Maintaining the connections in the adult nervous system
It has recently become apparent that, as a neuron matures, it’s responsiveness to signalling molecules such as netrin-1 changes (Salinas 2003). There is logic to this, as a maturing axon would expect to receive specific guidance cues to establish connections with other cells; whereas a mature axon would not seek to continue to migrate towards the cells, rather wishing to maintain accurate connections. As there is a need to replace dead cells throughout life it would not be appropriate to completely switch off signalling molecules such as netrin-1, as every new axon would need to migrate towards the correct connections, but would then benefit from becoming effectively immune to the signalling capabilities of netrin-1 as there would be no need for further migration.

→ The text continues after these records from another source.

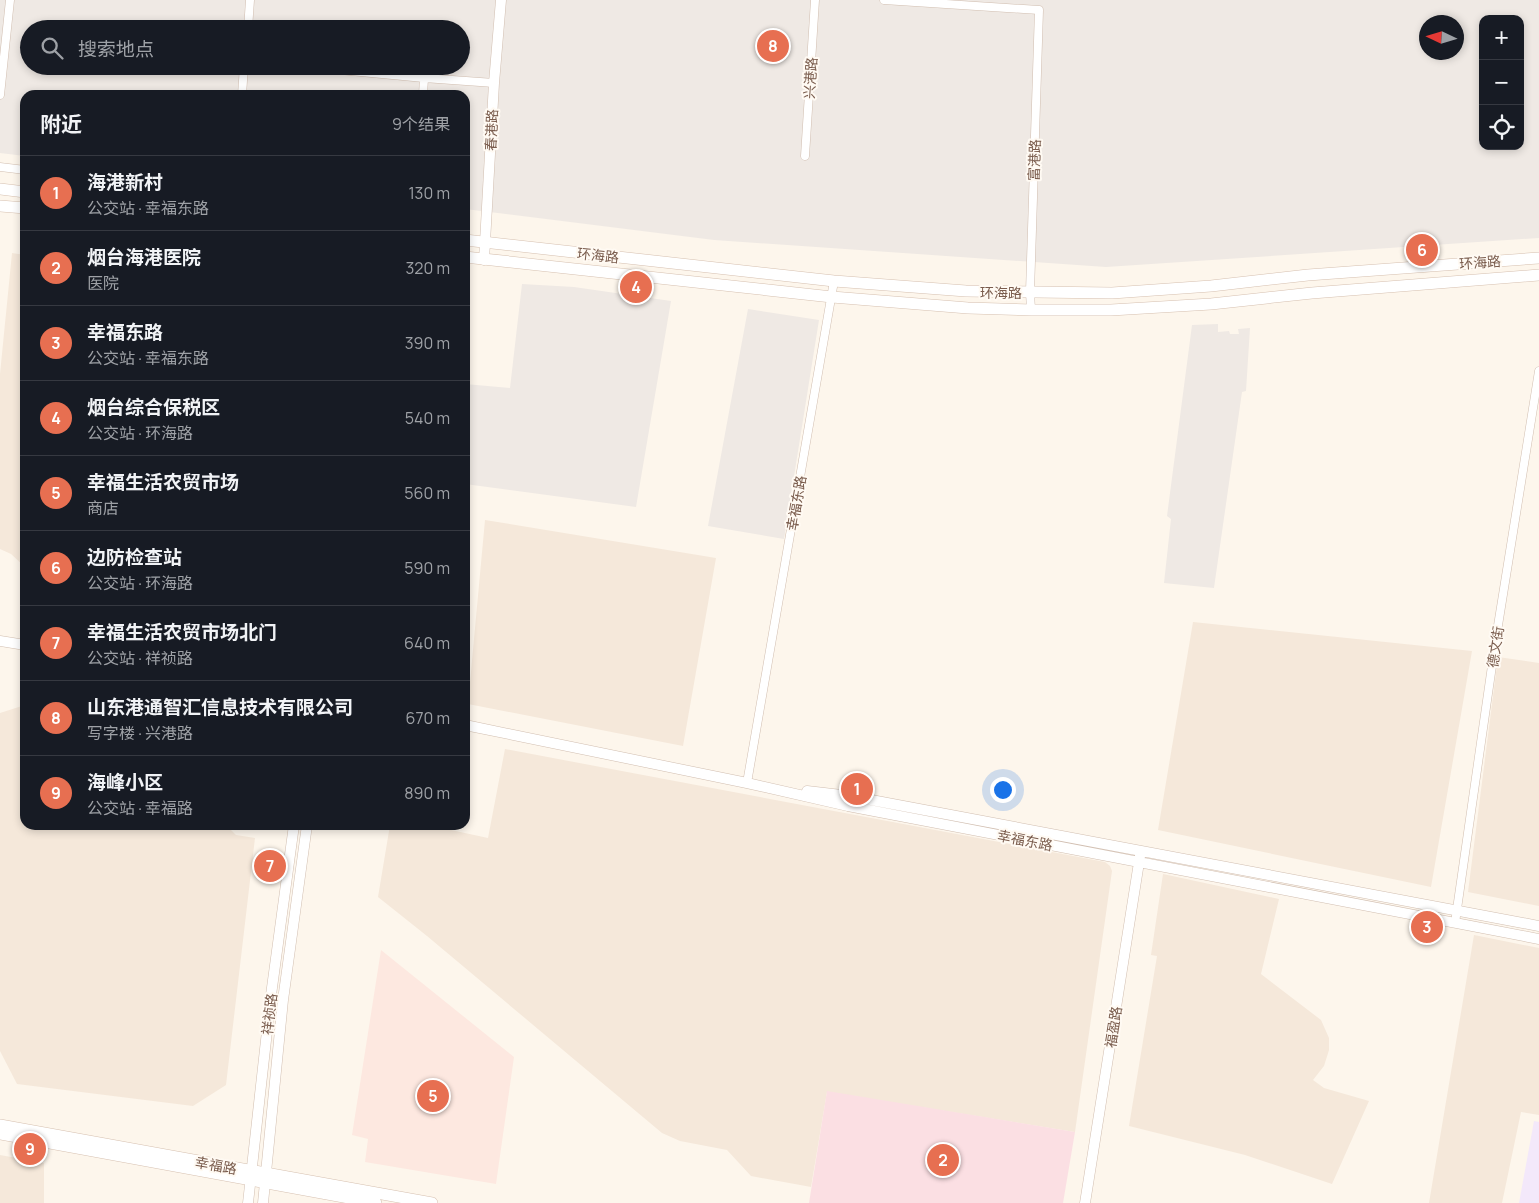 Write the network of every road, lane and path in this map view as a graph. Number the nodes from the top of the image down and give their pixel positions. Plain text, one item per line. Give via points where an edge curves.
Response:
1 (10, 0) edge
2 (250, 0) edge
3 (501, 0) edge
4 (814, 0) edge
5 (884, 0) edge
6 (249, 20) edge
7 (243, 75) edge
8 (392, 75) edge
9 (424, 78) junction
10 (494, 84) junction
11 (242, 90) edge
12 (423, 90) edge
13 (0, 95) edge
14 (805, 156) dead end
15 (0, 167) edge
16 (20, 169) edge
17 (0, 189) edge
18 (20, 191) edge
19 (0, 206) edge
20 (20, 208) edge
21 (470, 240) edge
22 (486, 242) junction
23 (470, 258) edge
24 (1539, 258) edge
25 (484, 260) junction
26 (1539, 275) edge
27 (834, 281) junction
28 (1030, 292) junction
29 (832, 297) junction
30 (1031, 310) junction
31 (1539, 371) edge
32 (0, 641) edge
33 (20, 644) edge
34 (470, 726) edge
35 (747, 783) junction
36 (293, 830) edge
37 (306, 830) edge
38 (1141, 850) junction
39 (1139, 862) junction
40 (1457, 910) junction
41 (1455, 923) junction
42 (1539, 926) edge
43 (1539, 939) edge
44 (0, 1125) edge
45 (0, 1134) edge
46 (251, 1176) junction
47 (265, 1179) junction
48 (248, 1203) edge
49 (263, 1203) edge
50 (376, 1203) edge
51 (432, 1203) edge
52 (1085, 1203) edge

1 - 13 street
2 - 6 street
3 - 10 street, 春港路
4 - 14 street, 兴港路
5 - 28 street, 富港路 via 1039,10
7 - 11 street
8 - 9 street
9 - 10 street
9 - 12 street
10 - 22 street, 春港路
15 - 16 street
17 - 18 main road
19 - 20 main road
21 - 22 main road, 环海路
22 - 25 street, 春港路
22 - 27 main road, 环海路
23 - 25 main road, 环海路
24 - 28 main road, 环海路 via 1112,293
25 - 29 main road, 环海路
26 - 30 main road, 环海路 via 1211,304 1111,310
27 - 28 main road, 环海路 via 966,291
27 - 29 street, 幸福东路
28 - 30 street, 富港路
29 - 30 main road, 环海路
29 - 35 street, 幸福东路
31 - 40 street, 德文街 via 1494,648
32 - 33 street
34 - 35 street, 幸福东路
35 - 38 street, 幸福东路 via 850,796
35 - 39 street, 幸福东路 via 848,806
36 - 46 street, 祥祯路
37 - 47 street, 祥祯路 via 283,1000
38 - 39 street, 福盈路
38 - 40 street, 幸福东路
39 - 41 street, 幸福东路
39 - 52 street, 福盈路
40 - 41 street, 德文街
40 - 42 street, 幸福东路
41 - 43 street, 幸福东路
44 - 46 main road, 幸福路
45 - 46 main road, 幸福路
46 - 47 main road, 幸福路
46 - 48 street, 祥祯路
47 - 49 street, 祥祯路
47 - 50 main road, 幸福路
47 - 51 main road, 幸福路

The importance of accurate migration from the stem cell germinal site to the area of axon-target interaction relates to the need for accurate synaptic connections in the adult nervous system. Organisms with a more simplistic nervous system have a low extent of migration, whilst the vertebrate nervous system involves a high degree of migration (Hatten 2002). Thus the eventual nervous system depends heavily on the accuracy of the guidance provided by both the signalling molecules and the chemotactic scaffold.
Whilst there is immense potential in understanding how stem cells develop, in terms of replicating this in order to replace damaged cells in the human adult; thus far the research underlying the regulation of endogenous stem cells is in its infancy and mechanisms are poorly understood. Further, the method by which differentiated cells are able to accurately locate their target connections is also an area of current mystery.